Obviously, human trafficking is an underground business, making firm statistics hard to come by. But the facts in cases that come to light are chilling. For example, in 2011, two Miami men were found guilty of spending five years luring women into a human trafficking trap. They would advertise modeling roles, then when women came to try out, they would drug them, kidnap them, rape them, videotape the violence, and sell it to pornography stores and businesses across the country. (www.fightthenewdrug)
Porn is Like a Drug:
Viewing porn releases chemicals from the pleasure center in the brain. Of course it does, it’s porn after all. Why is this a big deal? Normally, these chemicals are really handy. They help us feel pleasure and to bond with other people, and they motivate us to come back to important activities that make us happy. The problem is, the reward pathway can be hijacked.

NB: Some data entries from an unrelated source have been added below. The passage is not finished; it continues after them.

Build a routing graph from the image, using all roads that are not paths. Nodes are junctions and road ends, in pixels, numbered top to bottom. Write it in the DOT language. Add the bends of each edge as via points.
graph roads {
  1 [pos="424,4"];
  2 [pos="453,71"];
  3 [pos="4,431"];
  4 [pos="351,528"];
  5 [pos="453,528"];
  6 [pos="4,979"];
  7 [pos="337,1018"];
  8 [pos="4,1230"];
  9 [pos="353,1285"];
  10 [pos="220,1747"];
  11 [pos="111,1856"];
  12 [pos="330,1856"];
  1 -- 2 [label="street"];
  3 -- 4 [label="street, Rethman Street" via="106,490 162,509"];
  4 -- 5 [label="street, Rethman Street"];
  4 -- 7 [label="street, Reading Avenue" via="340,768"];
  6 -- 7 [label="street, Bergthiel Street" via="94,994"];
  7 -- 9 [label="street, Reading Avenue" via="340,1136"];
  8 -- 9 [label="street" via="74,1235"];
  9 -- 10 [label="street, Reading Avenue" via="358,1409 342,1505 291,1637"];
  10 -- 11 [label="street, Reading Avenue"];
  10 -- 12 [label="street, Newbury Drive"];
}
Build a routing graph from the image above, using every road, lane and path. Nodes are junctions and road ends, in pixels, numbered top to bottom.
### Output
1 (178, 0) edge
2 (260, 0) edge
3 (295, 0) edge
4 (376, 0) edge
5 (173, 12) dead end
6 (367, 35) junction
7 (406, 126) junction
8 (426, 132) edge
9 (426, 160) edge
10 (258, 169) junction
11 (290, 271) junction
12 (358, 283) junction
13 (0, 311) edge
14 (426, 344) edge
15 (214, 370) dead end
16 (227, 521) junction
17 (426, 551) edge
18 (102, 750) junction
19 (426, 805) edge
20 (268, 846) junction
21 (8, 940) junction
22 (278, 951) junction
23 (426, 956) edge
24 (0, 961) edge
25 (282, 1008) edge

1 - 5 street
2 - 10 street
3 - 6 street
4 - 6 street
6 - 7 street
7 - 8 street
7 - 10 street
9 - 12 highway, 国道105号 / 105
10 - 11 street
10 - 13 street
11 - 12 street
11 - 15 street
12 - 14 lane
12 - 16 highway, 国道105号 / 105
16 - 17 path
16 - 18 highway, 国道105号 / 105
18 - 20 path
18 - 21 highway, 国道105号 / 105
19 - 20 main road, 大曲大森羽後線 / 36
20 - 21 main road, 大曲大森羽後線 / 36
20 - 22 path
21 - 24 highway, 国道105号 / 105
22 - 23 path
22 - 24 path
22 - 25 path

These chemicals helps to create new brain pathways that essentially lead the user back to the behavior that triggered the chemical release. Hard wiring the behavior to the sensation of pleasure.
The more a drug user hits up or a porn user looks at porn, the more those pathways get wired into the brain, making it easier and easier for the person to turn back to using, whether they want to or not.
Once a porn user becomes accustomed to a brain pulsing with these chemicals, trying to cut back on the habit can lead to withdrawal symptoms, just like with drugs.